Photo by ©Seth Davies | @sethdaviesandfriends
How many Retreats have you volunteered at?
DM: This year’s Retreat will be the third one I attended as a volunteer.
What’s the best thing about volunteering at Retreat?
DM: It’s being there to help; to serve, to answer any questions and support those who are teaching. When I started learning how to roast, no one was willing to answer my questions – it was all secretive and no one helped. Now that I have experience in roasting, I want to tell everybody everything I know – I think that Retreat is the place to do that.
How has volunteering helped you as a coffee/tea professional?
DM: It’s helped me a lot in a way that, you get to meet so many people. As a roaster, you see that many people are really shy, and volunteering allowed me to help people open up and talk more about roasting while sipping some tea – people are afraid to talk, some because they don’t have the knowledge, others just doubt of their self but at the Retreat is the best place you share all your knowledge.

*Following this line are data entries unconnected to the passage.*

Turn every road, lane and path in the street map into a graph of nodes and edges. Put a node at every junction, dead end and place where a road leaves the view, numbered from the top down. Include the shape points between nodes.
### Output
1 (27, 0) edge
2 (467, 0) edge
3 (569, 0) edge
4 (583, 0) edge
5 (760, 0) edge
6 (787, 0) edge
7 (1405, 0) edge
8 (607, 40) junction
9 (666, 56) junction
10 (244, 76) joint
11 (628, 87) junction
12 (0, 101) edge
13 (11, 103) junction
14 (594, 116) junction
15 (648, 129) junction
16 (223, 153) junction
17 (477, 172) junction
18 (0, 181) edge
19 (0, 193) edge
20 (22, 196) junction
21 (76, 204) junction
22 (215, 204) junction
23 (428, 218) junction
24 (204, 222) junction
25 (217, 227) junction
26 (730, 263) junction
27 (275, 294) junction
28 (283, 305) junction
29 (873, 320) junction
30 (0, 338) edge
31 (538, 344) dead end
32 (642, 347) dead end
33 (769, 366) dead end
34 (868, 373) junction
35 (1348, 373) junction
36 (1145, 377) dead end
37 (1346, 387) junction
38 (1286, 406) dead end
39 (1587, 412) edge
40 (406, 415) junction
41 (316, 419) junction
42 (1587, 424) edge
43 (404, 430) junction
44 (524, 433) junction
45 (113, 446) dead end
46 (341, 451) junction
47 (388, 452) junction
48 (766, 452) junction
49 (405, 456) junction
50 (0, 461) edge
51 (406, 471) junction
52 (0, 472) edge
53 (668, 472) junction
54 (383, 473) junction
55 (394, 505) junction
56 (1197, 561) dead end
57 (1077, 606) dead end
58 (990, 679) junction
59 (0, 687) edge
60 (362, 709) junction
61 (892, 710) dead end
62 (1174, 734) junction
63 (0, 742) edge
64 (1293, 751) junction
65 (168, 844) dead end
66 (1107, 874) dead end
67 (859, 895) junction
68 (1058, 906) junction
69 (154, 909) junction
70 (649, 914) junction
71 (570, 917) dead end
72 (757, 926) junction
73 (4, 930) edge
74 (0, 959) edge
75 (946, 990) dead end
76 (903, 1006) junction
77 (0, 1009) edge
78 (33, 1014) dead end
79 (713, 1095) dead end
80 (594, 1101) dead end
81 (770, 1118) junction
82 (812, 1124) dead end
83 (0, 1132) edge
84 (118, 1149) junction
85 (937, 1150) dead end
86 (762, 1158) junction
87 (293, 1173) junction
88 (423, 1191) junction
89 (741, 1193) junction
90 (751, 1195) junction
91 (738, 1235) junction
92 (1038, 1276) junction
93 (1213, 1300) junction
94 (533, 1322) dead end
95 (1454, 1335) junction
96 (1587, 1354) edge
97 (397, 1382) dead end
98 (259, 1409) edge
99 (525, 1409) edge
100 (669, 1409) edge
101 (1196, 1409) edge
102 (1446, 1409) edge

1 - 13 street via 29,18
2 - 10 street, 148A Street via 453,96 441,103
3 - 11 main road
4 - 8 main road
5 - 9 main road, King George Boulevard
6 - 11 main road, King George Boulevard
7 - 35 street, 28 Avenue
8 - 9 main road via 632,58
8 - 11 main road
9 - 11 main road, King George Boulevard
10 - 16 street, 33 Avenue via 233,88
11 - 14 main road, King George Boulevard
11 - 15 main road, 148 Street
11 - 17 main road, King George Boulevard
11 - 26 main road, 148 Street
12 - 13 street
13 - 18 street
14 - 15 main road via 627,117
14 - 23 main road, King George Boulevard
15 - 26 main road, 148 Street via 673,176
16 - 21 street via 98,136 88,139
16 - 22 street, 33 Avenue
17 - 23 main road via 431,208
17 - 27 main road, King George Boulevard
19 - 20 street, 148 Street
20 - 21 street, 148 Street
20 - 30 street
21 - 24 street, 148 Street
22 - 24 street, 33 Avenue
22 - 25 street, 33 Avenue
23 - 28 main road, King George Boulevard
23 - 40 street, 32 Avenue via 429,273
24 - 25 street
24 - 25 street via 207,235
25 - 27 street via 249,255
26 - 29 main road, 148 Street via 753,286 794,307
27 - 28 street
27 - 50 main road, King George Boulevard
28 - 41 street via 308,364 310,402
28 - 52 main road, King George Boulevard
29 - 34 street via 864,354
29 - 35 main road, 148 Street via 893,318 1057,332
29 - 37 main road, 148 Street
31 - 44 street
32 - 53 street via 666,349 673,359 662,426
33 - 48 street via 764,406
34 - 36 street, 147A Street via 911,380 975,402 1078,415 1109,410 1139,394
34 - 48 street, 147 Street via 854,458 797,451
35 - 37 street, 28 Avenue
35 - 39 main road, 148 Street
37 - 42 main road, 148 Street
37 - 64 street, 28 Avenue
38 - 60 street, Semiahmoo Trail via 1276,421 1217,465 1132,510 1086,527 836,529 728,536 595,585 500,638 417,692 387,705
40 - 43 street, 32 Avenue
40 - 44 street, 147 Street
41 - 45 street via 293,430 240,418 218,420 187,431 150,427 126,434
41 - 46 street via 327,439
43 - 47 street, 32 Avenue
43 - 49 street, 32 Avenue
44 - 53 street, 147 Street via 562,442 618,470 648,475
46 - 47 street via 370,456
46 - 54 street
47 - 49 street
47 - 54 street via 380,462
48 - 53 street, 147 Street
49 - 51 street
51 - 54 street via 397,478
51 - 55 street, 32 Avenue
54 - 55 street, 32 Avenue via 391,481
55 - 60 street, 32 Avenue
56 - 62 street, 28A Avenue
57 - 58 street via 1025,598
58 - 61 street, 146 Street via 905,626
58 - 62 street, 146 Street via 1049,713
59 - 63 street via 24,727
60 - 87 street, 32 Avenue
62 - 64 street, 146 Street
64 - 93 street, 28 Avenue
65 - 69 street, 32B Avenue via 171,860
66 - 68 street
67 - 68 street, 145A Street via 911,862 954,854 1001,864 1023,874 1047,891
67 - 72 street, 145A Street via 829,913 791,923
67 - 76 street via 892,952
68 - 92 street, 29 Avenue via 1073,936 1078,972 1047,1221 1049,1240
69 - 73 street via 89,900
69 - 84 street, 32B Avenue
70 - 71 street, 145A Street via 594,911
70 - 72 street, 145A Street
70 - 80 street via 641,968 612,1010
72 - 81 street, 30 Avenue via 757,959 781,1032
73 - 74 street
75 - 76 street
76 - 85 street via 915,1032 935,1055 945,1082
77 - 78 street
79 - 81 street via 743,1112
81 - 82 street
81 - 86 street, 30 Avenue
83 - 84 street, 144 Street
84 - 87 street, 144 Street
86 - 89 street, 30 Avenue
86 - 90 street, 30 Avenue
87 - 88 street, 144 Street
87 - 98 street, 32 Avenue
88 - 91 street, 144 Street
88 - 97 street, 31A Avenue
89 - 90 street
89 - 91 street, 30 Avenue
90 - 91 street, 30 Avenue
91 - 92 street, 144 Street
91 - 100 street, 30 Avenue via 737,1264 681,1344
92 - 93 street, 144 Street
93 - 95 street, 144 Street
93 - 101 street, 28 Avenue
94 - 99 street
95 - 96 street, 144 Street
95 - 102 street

Is there anything you learned at Retreat that you took back to work that’s changed things?
DM: Oh everything! Sample roasting, cupping, heat transfer, etc. All the basic knowledge that you learn are things that I share with others. I’m also a roasting judge for the US competitions, so it helps me to judge better – giving feedback and solutions to the competitor is the most important, so they can improve their roasting practices and compete again. Every time I visit people and they ask for my opinion, I can give more constructive feedback than just “this tastes good” or “this tastes bad”. The basics I learned at Retreat helped me to help others have a better understanding of what they are doing.
“The basics I learned at Retreat helped me to help others have a better understanding of what they are doing.”

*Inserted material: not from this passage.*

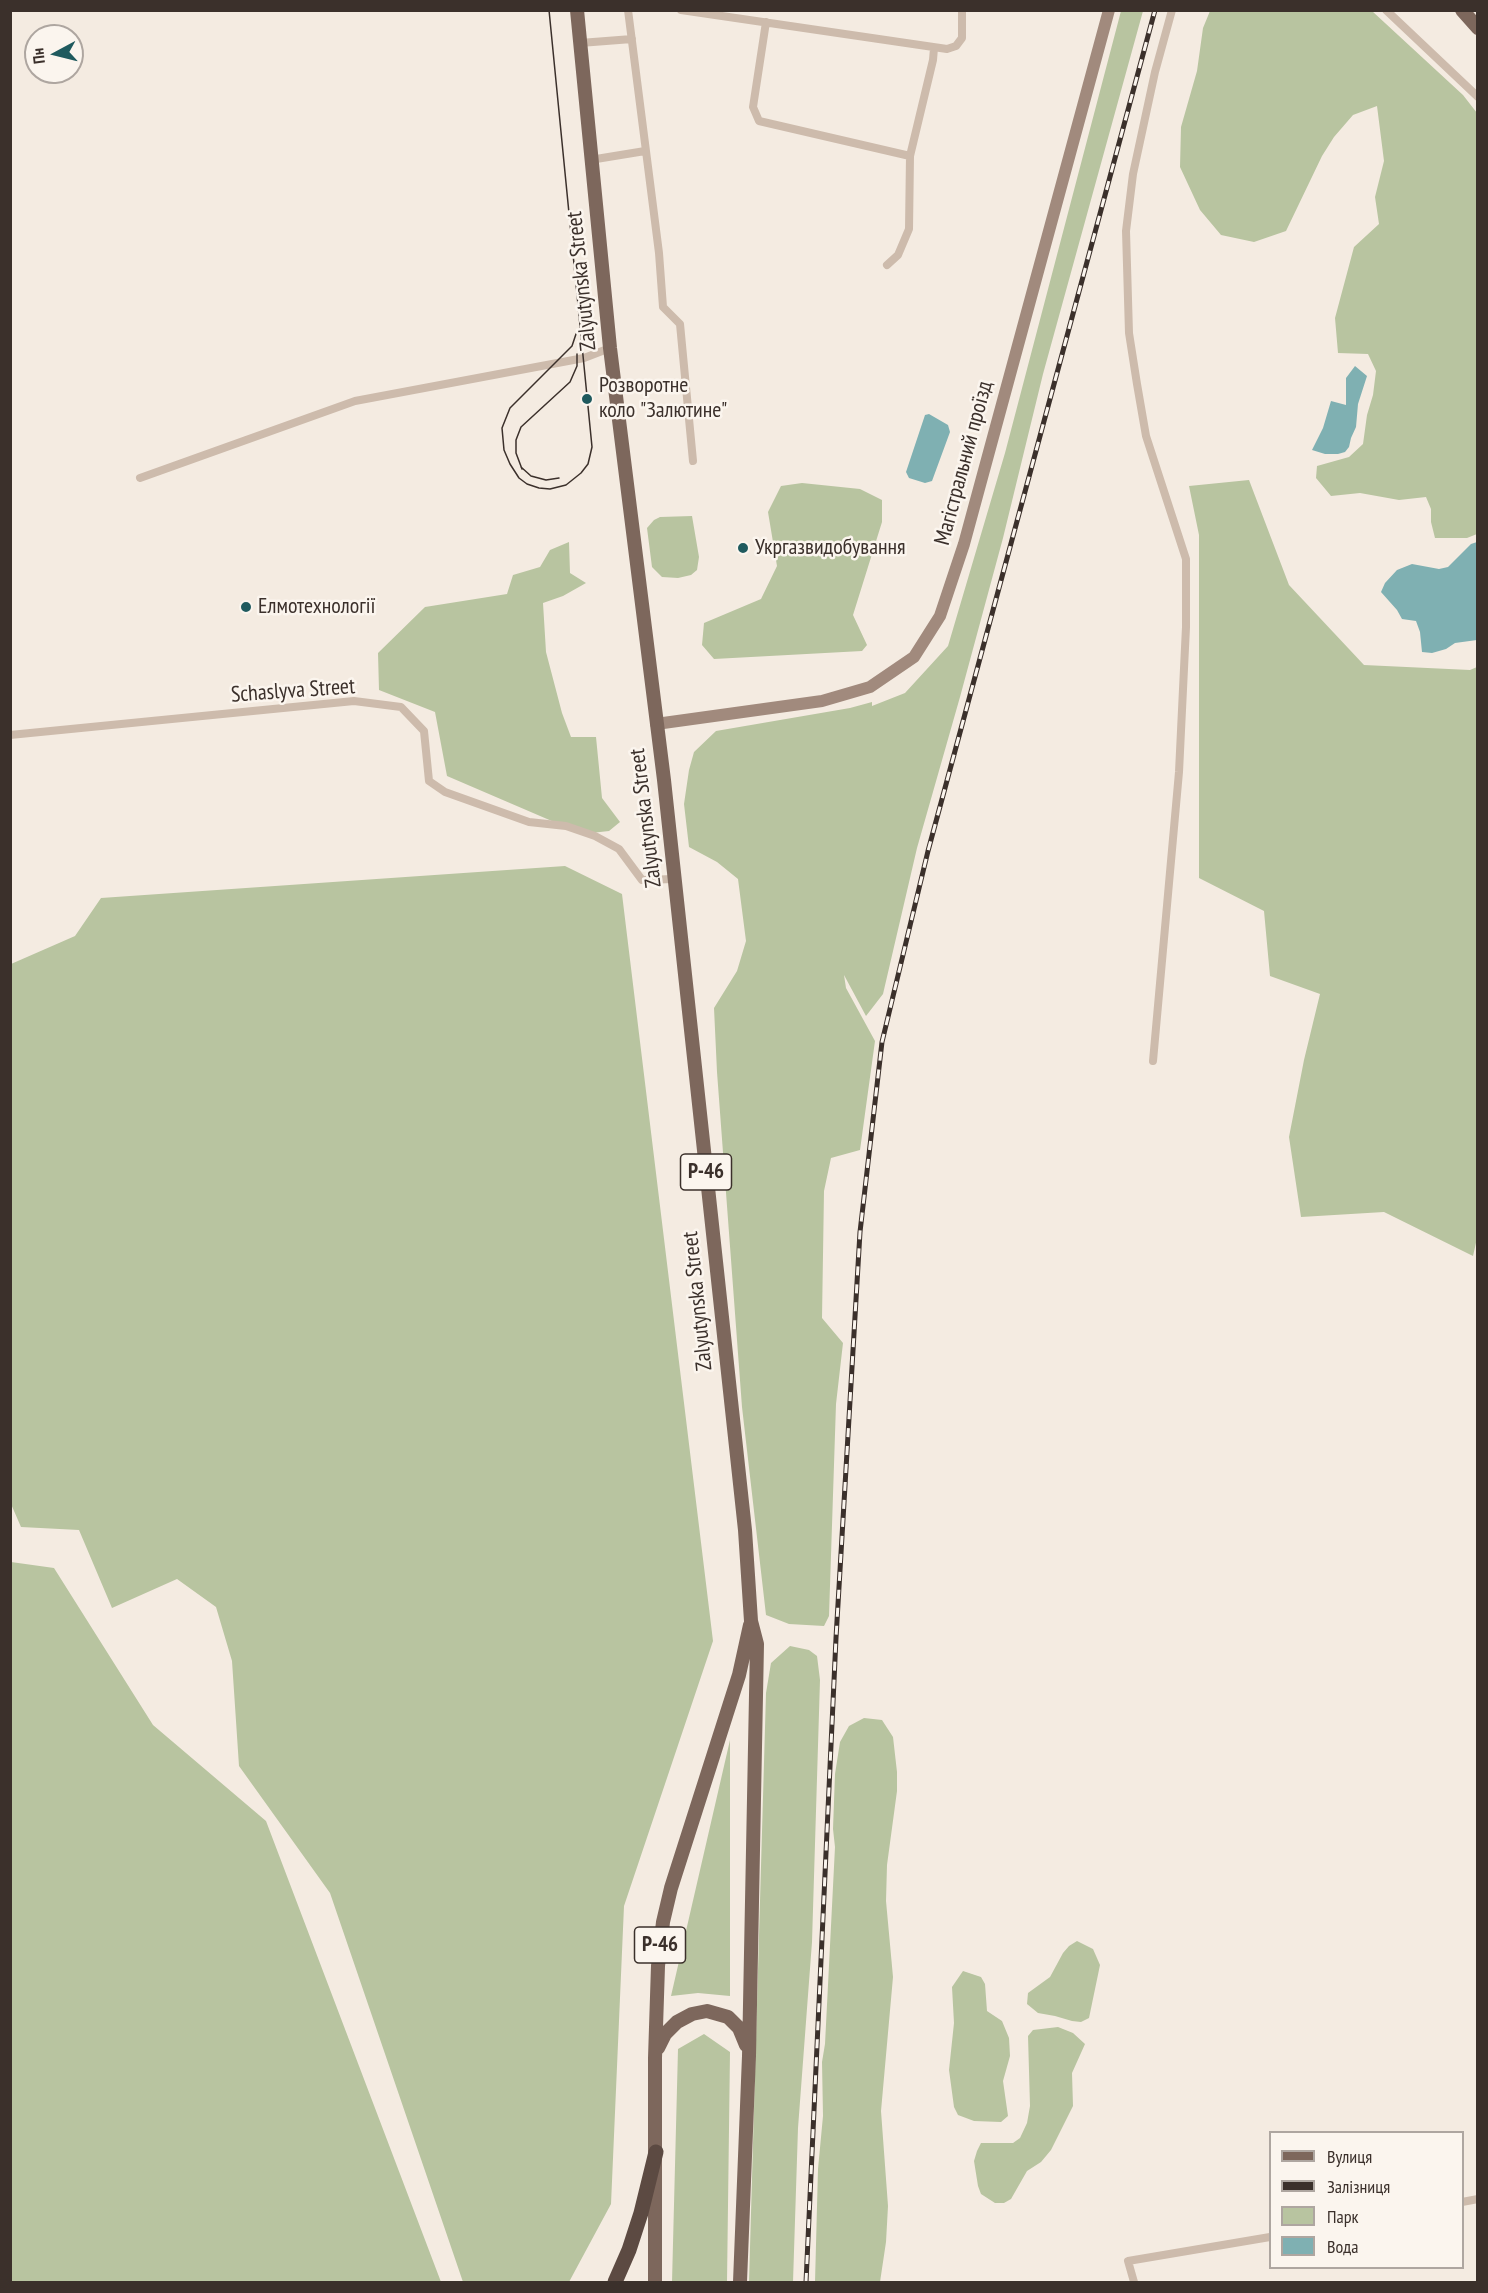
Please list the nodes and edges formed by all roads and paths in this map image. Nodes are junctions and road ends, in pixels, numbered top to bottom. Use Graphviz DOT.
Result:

Photo by ©Mauricio Garcia | @otromauro
Are there any conversations that you had at Retreat that have stuck with you?
DM: Always conversations with Joe Marocco! HE is like a mentor for so many roasers, Always a fun person to talk to. Also my first Retreat, Rob Hoos was there teaching heat transfer, and I got to talk to him and ask specific questions,– it was an amazing experience. Joe and Rob got me thinking more about air flow and how the machine actually works before you put coffee in. Also got to meet attendees and roasters from Texas & California, which was interesting. Conversations in general, for me was about learning from other people.
What’s your best memory of Retreat?
DM: It was when one of my best friends attended. I hired her when I was roasting for a company, (that is not worth mention) and she was just starting in specialty coffee, so seeing her go through the process of growing as a roaster is amazing – she had dreamt about going to Retreat. When we both went it was like working together again. Seeing a person so happy to be there where they can see all the roasting equipment with their own eyes that they can use. I hope lots of people could have that experience.

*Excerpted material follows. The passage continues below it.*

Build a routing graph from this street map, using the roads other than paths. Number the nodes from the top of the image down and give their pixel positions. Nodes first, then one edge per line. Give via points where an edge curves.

Did you make any lifelong friends at Retreat?
DM: Yes I did! I met an engineer, his name is Matt, who used to work for San Franciscan, who I still talk to; if I or other roaster have an issue with a machine, he is always there and helps me out. You get to meet different industry folks and after Retreat you can help each other out; you’re another resource.
Why would you recommend volunteering at Retreat?
DM: You have to give back! I don’t have money to give to people, but I have knowledge; I think that’s worth more sometimes. Retreat is a way to give back and help the industry. Sharing knowledge with new roasters and even people who have been roasting for a long time. One of the things I’ve learned from industry people is that there’s a lot of things we don’t know about coffee. It’s about your practices and doing it every day that showcases experience. It’s like walking or running, you think you’re doing it right and then you learn that breathing or shoes are important – things that you didn’t know. I think that every day you learn something, at Retreat you’re roasting at the same time and talking about it, it gives you perspectives that you didn’t know exists.